▶ _TASK TO CARRY OUT_: Reproduce the entire listing below verbatim.

▶ _THE INPUT_:
——————————

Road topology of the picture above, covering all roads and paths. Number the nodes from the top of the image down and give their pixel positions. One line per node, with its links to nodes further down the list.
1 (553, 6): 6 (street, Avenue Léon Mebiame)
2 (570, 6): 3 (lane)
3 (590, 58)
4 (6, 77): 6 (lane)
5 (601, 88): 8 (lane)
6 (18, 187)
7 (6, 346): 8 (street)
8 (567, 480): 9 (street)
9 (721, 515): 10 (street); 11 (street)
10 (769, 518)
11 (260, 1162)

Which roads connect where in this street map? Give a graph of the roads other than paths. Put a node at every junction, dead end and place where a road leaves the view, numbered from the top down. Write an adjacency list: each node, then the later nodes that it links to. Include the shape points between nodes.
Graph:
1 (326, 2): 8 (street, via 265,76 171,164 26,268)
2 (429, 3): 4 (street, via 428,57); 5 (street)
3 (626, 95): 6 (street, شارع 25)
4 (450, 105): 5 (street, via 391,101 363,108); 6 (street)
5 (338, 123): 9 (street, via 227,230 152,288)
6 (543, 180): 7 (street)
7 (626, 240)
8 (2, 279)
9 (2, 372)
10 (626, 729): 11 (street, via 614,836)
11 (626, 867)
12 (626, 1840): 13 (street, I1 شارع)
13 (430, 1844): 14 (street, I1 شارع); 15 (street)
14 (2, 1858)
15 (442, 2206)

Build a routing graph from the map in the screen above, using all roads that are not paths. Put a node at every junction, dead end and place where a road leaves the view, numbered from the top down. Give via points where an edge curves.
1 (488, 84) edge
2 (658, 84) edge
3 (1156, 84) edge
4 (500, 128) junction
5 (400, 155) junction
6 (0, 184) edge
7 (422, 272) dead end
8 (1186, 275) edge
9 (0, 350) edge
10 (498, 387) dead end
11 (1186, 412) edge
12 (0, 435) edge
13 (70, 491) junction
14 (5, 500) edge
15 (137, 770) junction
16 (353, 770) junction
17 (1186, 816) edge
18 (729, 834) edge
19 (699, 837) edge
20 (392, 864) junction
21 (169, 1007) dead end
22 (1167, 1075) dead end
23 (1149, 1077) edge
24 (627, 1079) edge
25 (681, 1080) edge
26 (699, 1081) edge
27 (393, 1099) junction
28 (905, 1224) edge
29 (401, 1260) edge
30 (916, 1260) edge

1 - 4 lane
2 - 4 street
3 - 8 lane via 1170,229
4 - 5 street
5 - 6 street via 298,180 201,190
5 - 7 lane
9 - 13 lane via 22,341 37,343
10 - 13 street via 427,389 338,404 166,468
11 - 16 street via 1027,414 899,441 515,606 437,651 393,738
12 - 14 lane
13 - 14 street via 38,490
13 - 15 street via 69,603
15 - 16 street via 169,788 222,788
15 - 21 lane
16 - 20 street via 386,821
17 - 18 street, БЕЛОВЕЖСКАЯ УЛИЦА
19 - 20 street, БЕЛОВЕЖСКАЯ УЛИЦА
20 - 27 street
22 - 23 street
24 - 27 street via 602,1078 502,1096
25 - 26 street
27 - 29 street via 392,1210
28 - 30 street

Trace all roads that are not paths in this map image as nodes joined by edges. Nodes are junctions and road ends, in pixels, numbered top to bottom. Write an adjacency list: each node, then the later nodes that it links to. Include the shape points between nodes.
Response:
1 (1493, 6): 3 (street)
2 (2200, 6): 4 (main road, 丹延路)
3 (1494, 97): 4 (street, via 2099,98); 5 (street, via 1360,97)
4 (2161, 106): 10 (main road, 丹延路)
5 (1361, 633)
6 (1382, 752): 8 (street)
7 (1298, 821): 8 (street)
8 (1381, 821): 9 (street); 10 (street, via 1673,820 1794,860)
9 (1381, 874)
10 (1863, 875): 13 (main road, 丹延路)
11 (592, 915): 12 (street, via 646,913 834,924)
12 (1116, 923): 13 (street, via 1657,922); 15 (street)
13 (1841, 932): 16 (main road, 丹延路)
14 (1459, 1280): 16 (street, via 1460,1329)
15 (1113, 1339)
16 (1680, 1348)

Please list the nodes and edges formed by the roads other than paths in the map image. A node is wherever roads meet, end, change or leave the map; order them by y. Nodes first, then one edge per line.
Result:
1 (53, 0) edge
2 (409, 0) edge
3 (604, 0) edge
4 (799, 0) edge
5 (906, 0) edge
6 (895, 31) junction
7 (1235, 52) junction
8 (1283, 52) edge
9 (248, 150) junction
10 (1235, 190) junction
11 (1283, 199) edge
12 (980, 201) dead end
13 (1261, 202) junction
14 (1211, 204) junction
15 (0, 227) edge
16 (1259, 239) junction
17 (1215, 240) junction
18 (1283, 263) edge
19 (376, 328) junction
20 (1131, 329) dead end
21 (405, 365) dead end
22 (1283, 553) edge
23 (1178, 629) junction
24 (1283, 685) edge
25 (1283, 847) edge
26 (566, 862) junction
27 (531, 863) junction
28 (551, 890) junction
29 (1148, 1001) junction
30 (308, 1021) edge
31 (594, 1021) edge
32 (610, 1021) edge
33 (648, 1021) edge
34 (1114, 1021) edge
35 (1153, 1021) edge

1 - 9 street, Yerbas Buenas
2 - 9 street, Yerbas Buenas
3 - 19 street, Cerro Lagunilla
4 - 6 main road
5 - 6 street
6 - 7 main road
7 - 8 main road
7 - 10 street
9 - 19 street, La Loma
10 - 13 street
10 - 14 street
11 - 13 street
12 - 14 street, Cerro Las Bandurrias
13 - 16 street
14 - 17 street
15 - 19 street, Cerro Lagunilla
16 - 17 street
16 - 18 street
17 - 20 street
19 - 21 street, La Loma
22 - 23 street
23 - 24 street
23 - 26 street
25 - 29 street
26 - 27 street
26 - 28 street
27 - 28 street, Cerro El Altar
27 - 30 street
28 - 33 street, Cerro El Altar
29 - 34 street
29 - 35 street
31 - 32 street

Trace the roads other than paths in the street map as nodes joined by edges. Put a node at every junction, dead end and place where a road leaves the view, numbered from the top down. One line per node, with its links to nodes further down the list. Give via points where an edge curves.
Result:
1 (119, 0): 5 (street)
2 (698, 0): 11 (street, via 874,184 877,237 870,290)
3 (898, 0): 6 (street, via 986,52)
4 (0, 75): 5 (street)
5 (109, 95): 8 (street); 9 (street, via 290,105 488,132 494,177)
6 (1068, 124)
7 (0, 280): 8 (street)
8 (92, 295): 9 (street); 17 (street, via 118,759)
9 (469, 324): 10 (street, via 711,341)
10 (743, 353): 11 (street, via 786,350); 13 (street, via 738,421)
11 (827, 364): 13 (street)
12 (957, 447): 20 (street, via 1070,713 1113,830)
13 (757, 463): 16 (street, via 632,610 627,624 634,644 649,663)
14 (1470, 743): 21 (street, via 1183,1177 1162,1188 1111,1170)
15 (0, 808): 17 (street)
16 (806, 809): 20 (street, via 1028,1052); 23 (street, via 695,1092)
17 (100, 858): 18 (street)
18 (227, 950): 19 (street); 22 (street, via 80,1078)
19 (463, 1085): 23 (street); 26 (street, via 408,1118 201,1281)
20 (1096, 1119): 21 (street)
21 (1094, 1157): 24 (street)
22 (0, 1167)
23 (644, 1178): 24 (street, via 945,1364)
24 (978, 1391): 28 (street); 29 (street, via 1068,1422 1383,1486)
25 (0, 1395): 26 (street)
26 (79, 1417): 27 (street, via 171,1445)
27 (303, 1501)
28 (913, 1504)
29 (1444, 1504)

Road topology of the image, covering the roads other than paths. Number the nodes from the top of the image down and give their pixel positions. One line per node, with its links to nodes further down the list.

——————————

▶ _YOUR RESPONSE_:
Road topology of the picture above, covering all roads and paths. Number the nodes from the top of the image down and give their pixel positions. One line per node, with its links to nodes further down the list.
1 (553, 6): 6 (street, Avenue Léon Mebiame)
2 (570, 6): 3 (lane)
3 (590, 58)
4 (6, 77): 6 (lane)
5 (601, 88): 8 (lane)
6 (18, 187)
7 (6, 346): 8 (street)
8 (567, 480): 9 (street)
9 (721, 515): 10 (street); 11 (street)
10 (769, 518)
11 (260, 1162)

Which roads connect where in this street map? Give a graph of the roads other than paths. Put a node at every junction, dead end and place where a road leaves the view, numbered from the top down. Write an adjacency list: each node, then the later nodes that it links to. Include the shape points between nodes.
Graph:
1 (326, 2): 8 (street, via 265,76 171,164 26,268)
2 (429, 3): 4 (street, via 428,57); 5 (street)
3 (626, 95): 6 (street, شارع 25)
4 (450, 105): 5 (street, via 391,101 363,108); 6 (street)
5 (338, 123): 9 (street, via 227,230 152,288)
6 (543, 180): 7 (street)
7 (626, 240)
8 (2, 279)
9 (2, 372)
10 (626, 729): 11 (street, via 614,836)
11 (626, 867)
12 (626, 1840): 13 (street, I1 شارع)
13 (430, 1844): 14 (street, I1 شارع); 15 (street)
14 (2, 1858)
15 (442, 2206)

Build a routing graph from the map in the screen above, using all roads that are not paths. Put a node at every junction, dead end and place where a road leaves the view, numbered from the top down. Give via points where an edge curves.
1 (488, 84) edge
2 (658, 84) edge
3 (1156, 84) edge
4 (500, 128) junction
5 (400, 155) junction
6 (0, 184) edge
7 (422, 272) dead end
8 (1186, 275) edge
9 (0, 350) edge
10 (498, 387) dead end
11 (1186, 412) edge
12 (0, 435) edge
13 (70, 491) junction
14 (5, 500) edge
15 (137, 770) junction
16 (353, 770) junction
17 (1186, 816) edge
18 (729, 834) edge
19 (699, 837) edge
20 (392, 864) junction
21 (169, 1007) dead end
22 (1167, 1075) dead end
23 (1149, 1077) edge
24 (627, 1079) edge
25 (681, 1080) edge
26 (699, 1081) edge
27 (393, 1099) junction
28 (905, 1224) edge
29 (401, 1260) edge
30 (916, 1260) edge

1 - 4 lane
2 - 4 street
3 - 8 lane via 1170,229
4 - 5 street
5 - 6 street via 298,180 201,190
5 - 7 lane
9 - 13 lane via 22,341 37,343
10 - 13 street via 427,389 338,404 166,468
11 - 16 street via 1027,414 899,441 515,606 437,651 393,738
12 - 14 lane
13 - 14 street via 38,490
13 - 15 street via 69,603
15 - 16 street via 169,788 222,788
15 - 21 lane
16 - 20 street via 386,821
17 - 18 street, БЕЛОВЕЖСКАЯ УЛИЦА
19 - 20 street, БЕЛОВЕЖСКАЯ УЛИЦА
20 - 27 street
22 - 23 street
24 - 27 street via 602,1078 502,1096
25 - 26 street
27 - 29 street via 392,1210
28 - 30 street

Trace all roads that are not paths in this map image as nodes joined by edges. Nodes are junctions and road ends, in pixels, numbered top to bottom. Write an adjacency list: each node, then the later nodes that it links to. Include the shape points between nodes.
Response:
1 (1493, 6): 3 (street)
2 (2200, 6): 4 (main road, 丹延路)
3 (1494, 97): 4 (street, via 2099,98); 5 (street, via 1360,97)
4 (2161, 106): 10 (main road, 丹延路)
5 (1361, 633)
6 (1382, 752): 8 (street)
7 (1298, 821): 8 (street)
8 (1381, 821): 9 (street); 10 (street, via 1673,820 1794,860)
9 (1381, 874)
10 (1863, 875): 13 (main road, 丹延路)
11 (592, 915): 12 (street, via 646,913 834,924)
12 (1116, 923): 13 (street, via 1657,922); 15 (street)
13 (1841, 932): 16 (main road, 丹延路)
14 (1459, 1280): 16 (street, via 1460,1329)
15 (1113, 1339)
16 (1680, 1348)

Please list the nodes and edges formed by the roads other than paths in the map image. A node is wherever roads meet, end, change or leave the map; order them by y. Nodes first, then one edge per line.
Result:
1 (53, 0) edge
2 (409, 0) edge
3 (604, 0) edge
4 (799, 0) edge
5 (906, 0) edge
6 (895, 31) junction
7 (1235, 52) junction
8 (1283, 52) edge
9 (248, 150) junction
10 (1235, 190) junction
11 (1283, 199) edge
12 (980, 201) dead end
13 (1261, 202) junction
14 (1211, 204) junction
15 (0, 227) edge
16 (1259, 239) junction
17 (1215, 240) junction
18 (1283, 263) edge
19 (376, 328) junction
20 (1131, 329) dead end
21 (405, 365) dead end
22 (1283, 553) edge
23 (1178, 629) junction
24 (1283, 685) edge
25 (1283, 847) edge
26 (566, 862) junction
27 (531, 863) junction
28 (551, 890) junction
29 (1148, 1001) junction
30 (308, 1021) edge
31 (594, 1021) edge
32 (610, 1021) edge
33 (648, 1021) edge
34 (1114, 1021) edge
35 (1153, 1021) edge

1 - 9 street, Yerbas Buenas
2 - 9 street, Yerbas Buenas
3 - 19 street, Cerro Lagunilla
4 - 6 main road
5 - 6 street
6 - 7 main road
7 - 8 main road
7 - 10 street
9 - 19 street, La Loma
10 - 13 street
10 - 14 street
11 - 13 street
12 - 14 street, Cerro Las Bandurrias
13 - 16 street
14 - 17 street
15 - 19 street, Cerro Lagunilla
16 - 17 street
16 - 18 street
17 - 20 street
19 - 21 street, La Loma
22 - 23 street
23 - 24 street
23 - 26 street
25 - 29 street
26 - 27 street
26 - 28 street
27 - 28 street, Cerro El Altar
27 - 30 street
28 - 33 street, Cerro El Altar
29 - 34 street
29 - 35 street
31 - 32 street

Trace the roads other than paths in the street map as nodes joined by edges. Put a node at every junction, dead end and place where a road leaves the view, numbered from the top down. One line per node, with its links to nodes further down the list. Give via points where an edge curves.
Result:
1 (119, 0): 5 (street)
2 (698, 0): 11 (street, via 874,184 877,237 870,290)
3 (898, 0): 6 (street, via 986,52)
4 (0, 75): 5 (street)
5 (109, 95): 8 (street); 9 (street, via 290,105 488,132 494,177)
6 (1068, 124)
7 (0, 280): 8 (street)
8 (92, 295): 9 (street); 17 (street, via 118,759)
9 (469, 324): 10 (street, via 711,341)
10 (743, 353): 11 (street, via 786,350); 13 (street, via 738,421)
11 (827, 364): 13 (street)
12 (957, 447): 20 (street, via 1070,713 1113,830)
13 (757, 463): 16 (street, via 632,610 627,624 634,644 649,663)
14 (1470, 743): 21 (street, via 1183,1177 1162,1188 1111,1170)
15 (0, 808): 17 (street)
16 (806, 809): 20 (street, via 1028,1052); 23 (street, via 695,1092)
17 (100, 858): 18 (street)
18 (227, 950): 19 (street); 22 (street, via 80,1078)
19 (463, 1085): 23 (street); 26 (street, via 408,1118 201,1281)
20 (1096, 1119): 21 (street)
21 (1094, 1157): 24 (street)
22 (0, 1167)
23 (644, 1178): 24 (street, via 945,1364)
24 (978, 1391): 28 (street); 29 (street, via 1068,1422 1383,1486)
25 (0, 1395): 26 (street)
26 (79, 1417): 27 (street, via 171,1445)
27 (303, 1501)
28 (913, 1504)
29 (1444, 1504)

Road topology of the image, covering the roads other than paths. Number the nodes from the top of the image down and give their pixel positions. One line per node, with its links to nodes further down the list.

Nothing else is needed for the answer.